His privileged background allowed him access to Dutch schooling. He later studied at the University of Amsterdam's economics department in 1940 and obtained his doctorate at the same university in 1943 upon completing his dissertation Chineezen in Nederlandsch-Indië, een Sociografie van een Indonesische Bevolkingsgroep. In 1946 he returned to Indonesia and started work at the Central Bank of Indonesia in Yogyakarta. From 1947 to 1948 he was Deputy Minister of Finance in the administration of the first Prime Minister Amir Sjarifuddin. He was adviser to the Indonesian delegation during the negotiations that led to the Renville Agreement.

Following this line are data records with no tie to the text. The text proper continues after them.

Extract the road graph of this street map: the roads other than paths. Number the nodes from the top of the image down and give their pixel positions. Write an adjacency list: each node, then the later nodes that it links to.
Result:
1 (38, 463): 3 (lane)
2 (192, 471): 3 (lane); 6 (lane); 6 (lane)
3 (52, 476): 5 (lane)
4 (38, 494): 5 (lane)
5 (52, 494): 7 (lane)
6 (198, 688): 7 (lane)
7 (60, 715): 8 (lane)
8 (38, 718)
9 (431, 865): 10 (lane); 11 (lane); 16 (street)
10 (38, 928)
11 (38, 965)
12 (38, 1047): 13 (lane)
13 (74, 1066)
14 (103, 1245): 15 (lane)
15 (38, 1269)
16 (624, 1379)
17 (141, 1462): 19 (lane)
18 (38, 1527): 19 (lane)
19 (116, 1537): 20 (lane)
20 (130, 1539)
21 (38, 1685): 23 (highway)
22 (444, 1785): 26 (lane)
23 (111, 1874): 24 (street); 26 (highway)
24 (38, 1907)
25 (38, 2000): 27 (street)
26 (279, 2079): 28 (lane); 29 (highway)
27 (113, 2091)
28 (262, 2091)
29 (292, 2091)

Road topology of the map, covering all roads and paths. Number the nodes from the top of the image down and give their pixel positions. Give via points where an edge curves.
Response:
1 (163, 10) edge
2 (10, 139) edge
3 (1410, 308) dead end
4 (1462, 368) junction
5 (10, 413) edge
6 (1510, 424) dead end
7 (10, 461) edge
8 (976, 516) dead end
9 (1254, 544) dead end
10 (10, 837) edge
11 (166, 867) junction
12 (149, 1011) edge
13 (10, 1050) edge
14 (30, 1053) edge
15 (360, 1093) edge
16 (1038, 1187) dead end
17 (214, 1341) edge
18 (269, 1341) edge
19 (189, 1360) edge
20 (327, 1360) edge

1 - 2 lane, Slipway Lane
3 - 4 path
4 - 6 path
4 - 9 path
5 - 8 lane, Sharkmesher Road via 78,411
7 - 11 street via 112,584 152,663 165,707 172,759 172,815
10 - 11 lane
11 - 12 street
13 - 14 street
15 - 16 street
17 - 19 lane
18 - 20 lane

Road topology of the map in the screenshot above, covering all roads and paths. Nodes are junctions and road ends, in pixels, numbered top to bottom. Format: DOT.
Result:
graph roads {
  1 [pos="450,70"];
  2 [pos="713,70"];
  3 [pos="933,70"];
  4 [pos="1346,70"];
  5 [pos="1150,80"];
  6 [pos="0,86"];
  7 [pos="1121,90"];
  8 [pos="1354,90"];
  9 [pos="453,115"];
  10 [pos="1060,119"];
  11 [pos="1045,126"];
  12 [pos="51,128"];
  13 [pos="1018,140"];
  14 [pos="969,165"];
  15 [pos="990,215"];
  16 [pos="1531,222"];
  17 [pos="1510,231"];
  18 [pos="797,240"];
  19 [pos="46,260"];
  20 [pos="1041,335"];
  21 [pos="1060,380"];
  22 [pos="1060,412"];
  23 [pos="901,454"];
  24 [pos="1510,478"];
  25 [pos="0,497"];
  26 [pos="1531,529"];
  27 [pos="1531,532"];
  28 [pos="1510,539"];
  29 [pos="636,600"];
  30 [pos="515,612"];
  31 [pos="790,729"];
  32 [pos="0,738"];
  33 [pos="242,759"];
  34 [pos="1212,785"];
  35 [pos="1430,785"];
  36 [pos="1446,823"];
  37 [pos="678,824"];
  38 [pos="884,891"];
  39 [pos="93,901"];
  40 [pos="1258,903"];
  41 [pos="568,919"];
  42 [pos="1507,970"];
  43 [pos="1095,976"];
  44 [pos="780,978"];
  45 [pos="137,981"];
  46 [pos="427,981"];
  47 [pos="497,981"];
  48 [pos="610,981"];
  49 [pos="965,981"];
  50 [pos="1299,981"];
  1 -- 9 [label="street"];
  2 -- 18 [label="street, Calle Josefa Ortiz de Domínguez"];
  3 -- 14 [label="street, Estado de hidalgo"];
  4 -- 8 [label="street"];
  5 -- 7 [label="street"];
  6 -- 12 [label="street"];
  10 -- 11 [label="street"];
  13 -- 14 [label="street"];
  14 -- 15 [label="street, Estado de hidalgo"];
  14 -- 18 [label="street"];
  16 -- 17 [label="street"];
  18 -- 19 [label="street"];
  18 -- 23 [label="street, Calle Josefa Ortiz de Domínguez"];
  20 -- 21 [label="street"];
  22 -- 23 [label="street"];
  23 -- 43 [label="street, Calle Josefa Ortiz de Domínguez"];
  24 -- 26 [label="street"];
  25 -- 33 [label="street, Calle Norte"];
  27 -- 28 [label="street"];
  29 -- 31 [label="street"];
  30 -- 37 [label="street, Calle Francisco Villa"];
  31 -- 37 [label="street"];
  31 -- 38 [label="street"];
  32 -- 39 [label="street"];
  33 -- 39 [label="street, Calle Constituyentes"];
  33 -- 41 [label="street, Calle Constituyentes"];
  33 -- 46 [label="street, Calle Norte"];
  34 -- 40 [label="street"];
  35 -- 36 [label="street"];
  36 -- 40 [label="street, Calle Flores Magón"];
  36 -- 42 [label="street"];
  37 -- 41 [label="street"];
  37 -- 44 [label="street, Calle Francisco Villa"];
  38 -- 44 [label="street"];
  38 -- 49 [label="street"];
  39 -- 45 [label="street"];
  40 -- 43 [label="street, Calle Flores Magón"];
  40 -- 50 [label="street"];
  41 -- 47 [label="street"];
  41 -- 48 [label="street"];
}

He joined the Indonesian National Party (PNI) and in 1955 became Minister of Finance in the Ali Sastroamidjojo Cabinet. After his resignation, he was placed under house arrest on charges of corruption in August 1955.

He was arrested in 1957 on charges of corruption when he was Minister of Finance in the Ali Sastroamidjojo Cabinet. He was accused of providing credit, during his office, of 20,000,000 rupiah to Bank Umum Nasional in Bandung, a bank established by himself and others in 1952, in which he himself was a major shareholder. He returned to Amsterdam, Netherlands, in 1964. He and his German wife, Gertrud Wilhelmine Höhnerbach, were granted Dutch citizenship in 1967, when his occupation was listed as businessman. He and his wife continued to live in Amsterdam until their divorce in 1975, upon which he moved to The Hague. The couple had two sons.

References 

 Prominent Indonesian Chinese: Biographical Sketches oleh Leo Suryadinata

1910 births
Year of death missing
Cabang Atas
Finance Ministers of Indonesia
Indonesian people of Chinese descent
Indonesian Hokkien people
Chinese diaspora in Indonesia
Indonesian economists
University of Amsterdam alumni
Government ministers of Indonesia
Politicians from Gorontalo (province)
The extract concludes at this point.